Even in Scotland, a nation of serial spenders compared with the rest of the UK, the inevitable decline of the high street looked set to continue in 2020. We all know what happened next.
With news that Scottish sales fell 24.3 per cent year-on-year in February 2021, what does this new reopening have in store for us?
We can first expect a bounce. Three key factors will converge: pent up demand, unsold stock, and a feel-good factor. In the great reopening of 2020, we saw double digit per cent growth in footfall week-on-week. This time, another feel good factor will fuel domestic spending across physical retail and later hospitality.
Stores will continue to focus on safety, and the average spend per customer will be higher than at pre-pandemic levels. Shoppers will venture out less but buy more. With some essential retailers faring well, it will be the turn of more discretionary spending.
But is the bounce enough to save the Scottish high street? Probably not. High street footfall is significantly, and unsustainably down. Demand patterns are highly volatile and difficult to manage, with warehouses full and instability at ports. Furthermore, the clouds of Brexit, business rates, and furlough continue to linger.

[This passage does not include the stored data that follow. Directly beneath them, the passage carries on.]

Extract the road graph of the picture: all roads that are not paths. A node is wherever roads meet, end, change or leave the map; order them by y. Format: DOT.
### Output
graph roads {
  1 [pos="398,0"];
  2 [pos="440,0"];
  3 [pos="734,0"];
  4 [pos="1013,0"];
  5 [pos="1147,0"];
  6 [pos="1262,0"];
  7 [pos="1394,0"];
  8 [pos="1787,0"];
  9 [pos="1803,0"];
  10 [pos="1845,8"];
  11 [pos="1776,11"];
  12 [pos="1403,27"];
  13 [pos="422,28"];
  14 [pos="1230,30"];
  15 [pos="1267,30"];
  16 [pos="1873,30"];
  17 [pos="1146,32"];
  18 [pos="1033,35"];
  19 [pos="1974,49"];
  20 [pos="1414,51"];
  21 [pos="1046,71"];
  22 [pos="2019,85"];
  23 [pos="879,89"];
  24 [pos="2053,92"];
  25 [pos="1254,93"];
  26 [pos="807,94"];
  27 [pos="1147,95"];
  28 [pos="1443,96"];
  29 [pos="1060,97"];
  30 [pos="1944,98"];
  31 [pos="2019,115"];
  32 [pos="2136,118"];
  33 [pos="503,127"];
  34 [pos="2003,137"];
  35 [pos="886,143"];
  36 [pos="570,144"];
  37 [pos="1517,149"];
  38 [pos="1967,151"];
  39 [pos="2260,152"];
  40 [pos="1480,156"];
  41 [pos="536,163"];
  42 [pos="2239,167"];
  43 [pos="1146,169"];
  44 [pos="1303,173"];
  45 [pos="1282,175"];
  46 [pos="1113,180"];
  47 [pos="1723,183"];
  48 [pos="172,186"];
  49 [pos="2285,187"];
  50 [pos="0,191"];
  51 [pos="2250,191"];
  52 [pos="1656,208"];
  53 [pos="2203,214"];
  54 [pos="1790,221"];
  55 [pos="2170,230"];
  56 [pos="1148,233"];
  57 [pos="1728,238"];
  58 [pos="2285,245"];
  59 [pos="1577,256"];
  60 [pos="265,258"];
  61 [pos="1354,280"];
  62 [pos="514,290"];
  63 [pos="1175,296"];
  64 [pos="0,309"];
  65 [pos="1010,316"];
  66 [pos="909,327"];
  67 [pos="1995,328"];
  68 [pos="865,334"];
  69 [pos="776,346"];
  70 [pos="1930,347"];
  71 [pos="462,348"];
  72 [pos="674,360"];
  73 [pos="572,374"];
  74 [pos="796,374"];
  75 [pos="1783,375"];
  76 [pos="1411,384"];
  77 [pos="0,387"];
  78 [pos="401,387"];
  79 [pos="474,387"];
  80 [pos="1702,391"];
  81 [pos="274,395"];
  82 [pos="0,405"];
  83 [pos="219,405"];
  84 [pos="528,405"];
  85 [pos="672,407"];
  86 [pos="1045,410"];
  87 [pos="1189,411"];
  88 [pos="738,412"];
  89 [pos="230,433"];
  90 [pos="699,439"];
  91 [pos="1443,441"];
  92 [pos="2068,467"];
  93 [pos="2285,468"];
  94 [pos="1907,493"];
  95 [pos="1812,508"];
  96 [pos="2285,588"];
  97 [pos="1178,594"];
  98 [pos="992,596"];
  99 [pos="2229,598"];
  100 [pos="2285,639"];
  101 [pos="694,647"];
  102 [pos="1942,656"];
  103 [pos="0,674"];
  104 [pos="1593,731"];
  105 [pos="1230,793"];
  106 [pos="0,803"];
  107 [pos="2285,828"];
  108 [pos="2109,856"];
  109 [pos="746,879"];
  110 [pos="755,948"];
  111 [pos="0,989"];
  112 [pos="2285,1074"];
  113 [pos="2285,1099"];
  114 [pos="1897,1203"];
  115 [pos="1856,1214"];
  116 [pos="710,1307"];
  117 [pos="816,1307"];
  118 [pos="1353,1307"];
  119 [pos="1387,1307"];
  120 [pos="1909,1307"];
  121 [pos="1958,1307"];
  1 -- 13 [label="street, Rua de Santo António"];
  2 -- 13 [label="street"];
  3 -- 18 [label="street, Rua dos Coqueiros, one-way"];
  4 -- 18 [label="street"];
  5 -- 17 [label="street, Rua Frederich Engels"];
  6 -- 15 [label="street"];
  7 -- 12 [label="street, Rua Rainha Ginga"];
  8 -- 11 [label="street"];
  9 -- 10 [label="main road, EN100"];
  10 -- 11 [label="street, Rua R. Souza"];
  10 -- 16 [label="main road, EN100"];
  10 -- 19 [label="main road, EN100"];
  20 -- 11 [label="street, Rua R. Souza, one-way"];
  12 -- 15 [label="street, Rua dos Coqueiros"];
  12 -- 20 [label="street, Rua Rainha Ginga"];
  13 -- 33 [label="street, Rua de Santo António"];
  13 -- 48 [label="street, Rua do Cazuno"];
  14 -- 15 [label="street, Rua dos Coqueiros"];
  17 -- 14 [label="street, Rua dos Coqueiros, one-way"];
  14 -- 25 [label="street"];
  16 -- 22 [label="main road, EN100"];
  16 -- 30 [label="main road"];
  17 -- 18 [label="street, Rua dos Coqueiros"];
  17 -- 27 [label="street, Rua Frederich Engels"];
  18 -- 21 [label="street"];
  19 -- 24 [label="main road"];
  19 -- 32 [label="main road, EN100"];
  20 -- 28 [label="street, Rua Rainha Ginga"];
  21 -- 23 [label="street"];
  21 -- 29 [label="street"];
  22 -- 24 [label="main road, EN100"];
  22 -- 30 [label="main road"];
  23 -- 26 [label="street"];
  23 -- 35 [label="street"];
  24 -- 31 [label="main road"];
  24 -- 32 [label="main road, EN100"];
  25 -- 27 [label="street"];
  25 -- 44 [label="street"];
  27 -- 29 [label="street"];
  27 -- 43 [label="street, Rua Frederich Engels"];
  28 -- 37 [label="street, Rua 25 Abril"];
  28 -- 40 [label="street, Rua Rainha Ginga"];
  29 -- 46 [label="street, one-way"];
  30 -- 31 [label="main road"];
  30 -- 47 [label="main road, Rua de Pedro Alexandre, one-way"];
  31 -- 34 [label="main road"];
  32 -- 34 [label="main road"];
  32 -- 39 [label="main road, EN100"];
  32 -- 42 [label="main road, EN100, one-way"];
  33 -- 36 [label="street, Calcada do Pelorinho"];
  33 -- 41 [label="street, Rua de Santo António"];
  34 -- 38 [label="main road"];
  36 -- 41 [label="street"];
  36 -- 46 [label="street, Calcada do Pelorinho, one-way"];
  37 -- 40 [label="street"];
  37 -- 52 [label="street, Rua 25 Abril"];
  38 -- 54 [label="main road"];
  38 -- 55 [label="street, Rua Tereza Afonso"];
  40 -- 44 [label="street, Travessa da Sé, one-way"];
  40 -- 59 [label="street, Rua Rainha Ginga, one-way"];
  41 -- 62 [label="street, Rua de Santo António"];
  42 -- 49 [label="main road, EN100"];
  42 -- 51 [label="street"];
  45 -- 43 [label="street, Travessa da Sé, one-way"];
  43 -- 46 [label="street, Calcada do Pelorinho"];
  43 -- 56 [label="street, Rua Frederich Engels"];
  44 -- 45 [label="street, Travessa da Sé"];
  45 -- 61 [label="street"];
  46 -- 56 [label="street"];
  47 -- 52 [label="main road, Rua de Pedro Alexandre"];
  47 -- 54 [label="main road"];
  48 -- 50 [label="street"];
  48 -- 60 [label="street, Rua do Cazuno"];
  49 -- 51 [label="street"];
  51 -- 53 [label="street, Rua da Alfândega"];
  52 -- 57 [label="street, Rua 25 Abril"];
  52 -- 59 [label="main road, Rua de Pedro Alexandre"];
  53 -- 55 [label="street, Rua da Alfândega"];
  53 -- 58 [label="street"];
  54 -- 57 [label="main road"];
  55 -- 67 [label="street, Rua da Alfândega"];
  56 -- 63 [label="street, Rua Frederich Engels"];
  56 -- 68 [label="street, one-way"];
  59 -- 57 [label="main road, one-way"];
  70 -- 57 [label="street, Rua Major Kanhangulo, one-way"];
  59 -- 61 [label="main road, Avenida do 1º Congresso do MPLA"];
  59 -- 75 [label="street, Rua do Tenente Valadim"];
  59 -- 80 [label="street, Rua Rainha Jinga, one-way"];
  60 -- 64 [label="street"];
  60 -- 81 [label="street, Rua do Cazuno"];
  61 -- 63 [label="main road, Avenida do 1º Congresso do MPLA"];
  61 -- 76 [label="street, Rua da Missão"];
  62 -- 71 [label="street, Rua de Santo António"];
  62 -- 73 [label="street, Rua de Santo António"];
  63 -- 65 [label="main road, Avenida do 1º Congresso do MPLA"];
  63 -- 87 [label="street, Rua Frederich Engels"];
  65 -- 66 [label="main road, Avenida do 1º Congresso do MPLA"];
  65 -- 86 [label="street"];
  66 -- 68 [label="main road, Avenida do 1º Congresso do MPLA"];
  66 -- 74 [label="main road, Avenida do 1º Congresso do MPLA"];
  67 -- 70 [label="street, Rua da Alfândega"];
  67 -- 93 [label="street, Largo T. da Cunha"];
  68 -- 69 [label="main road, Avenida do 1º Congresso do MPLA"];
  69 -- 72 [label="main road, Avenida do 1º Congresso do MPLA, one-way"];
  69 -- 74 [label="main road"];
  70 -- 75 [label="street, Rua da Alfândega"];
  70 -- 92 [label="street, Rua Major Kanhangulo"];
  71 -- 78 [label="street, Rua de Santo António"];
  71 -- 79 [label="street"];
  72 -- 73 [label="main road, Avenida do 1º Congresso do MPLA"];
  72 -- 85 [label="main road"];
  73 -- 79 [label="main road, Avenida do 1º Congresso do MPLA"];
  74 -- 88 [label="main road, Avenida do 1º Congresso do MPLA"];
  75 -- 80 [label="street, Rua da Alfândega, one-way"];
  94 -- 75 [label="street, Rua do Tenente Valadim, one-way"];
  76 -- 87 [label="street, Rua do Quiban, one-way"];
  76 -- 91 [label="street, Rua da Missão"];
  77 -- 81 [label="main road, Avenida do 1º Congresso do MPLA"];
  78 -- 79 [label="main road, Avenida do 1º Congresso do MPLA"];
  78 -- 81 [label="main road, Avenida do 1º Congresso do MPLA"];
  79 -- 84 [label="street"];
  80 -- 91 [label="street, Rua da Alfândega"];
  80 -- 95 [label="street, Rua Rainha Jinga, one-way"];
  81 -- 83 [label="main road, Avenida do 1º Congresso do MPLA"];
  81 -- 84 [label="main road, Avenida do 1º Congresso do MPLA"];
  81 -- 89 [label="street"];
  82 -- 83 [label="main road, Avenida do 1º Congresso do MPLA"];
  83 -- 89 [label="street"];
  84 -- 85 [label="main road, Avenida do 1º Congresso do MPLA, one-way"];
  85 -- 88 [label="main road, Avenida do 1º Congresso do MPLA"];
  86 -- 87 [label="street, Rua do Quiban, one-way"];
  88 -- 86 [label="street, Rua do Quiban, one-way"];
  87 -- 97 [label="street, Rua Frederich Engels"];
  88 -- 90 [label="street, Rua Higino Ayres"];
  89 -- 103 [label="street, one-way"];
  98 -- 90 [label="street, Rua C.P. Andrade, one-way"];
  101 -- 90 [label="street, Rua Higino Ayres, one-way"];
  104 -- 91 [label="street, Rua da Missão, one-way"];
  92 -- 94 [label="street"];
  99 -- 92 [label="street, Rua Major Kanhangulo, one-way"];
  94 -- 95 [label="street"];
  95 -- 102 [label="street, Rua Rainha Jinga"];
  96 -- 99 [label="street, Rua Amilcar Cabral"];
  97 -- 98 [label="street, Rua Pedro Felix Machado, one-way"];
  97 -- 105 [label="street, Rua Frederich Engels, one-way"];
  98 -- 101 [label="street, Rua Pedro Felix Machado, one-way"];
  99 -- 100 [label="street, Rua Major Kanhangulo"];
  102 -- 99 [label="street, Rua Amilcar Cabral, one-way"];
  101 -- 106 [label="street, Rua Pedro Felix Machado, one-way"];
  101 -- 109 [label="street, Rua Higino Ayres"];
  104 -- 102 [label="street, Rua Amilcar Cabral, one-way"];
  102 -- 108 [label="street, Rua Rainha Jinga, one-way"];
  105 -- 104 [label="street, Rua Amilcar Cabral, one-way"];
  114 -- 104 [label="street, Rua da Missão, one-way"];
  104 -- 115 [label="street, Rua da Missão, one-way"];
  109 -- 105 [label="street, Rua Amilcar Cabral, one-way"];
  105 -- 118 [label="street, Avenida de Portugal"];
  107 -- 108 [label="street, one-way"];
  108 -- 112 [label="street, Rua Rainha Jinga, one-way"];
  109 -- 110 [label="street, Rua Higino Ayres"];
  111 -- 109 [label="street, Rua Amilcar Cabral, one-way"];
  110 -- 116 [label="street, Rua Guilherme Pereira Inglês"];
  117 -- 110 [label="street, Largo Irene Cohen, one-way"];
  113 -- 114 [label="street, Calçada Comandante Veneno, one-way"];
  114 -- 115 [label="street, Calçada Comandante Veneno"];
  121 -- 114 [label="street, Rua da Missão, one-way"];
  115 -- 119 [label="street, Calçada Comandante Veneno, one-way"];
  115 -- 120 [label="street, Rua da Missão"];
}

You could be forgiven for thinking that retail is dead. But retail does not die, it reinvents.
Online sales accounted for 35.2 per cet of all sales in the UK in January, and nearly half of UK adults admitted to buying something online that they would previously only have bought in-person. Moreover, omnichannel retailers have proved most resilient during this period alongside those that offered some form of differentiation, be that product, purpose, or customer service.
To survive, many retailers need either an influx of new capital, or to find cash in their current cost base. In the FTSE 350, supplier costs make up 76 per cent of total costs in the ‘Consumer Discretionary Category’, according to our State of Spend Report 2020. Initially this might look like ripping out cost is the answer, but supply chains are also the most likely source of innovation and required change. This clearly points to the direction we are headed in, and much of retail must transform to find its niche in cost optimisation.
As consumers we must not bemoan the changes or the evolution we see in retail. We are the key drivers of change, looking for an offering that complements our preferences and lifestyles. 2021 marks the start of the great customer experience revolution and we can expect high streets to become a place to live, work, socialise and shop. Retail will obsess over us, fight for our money and transform around us.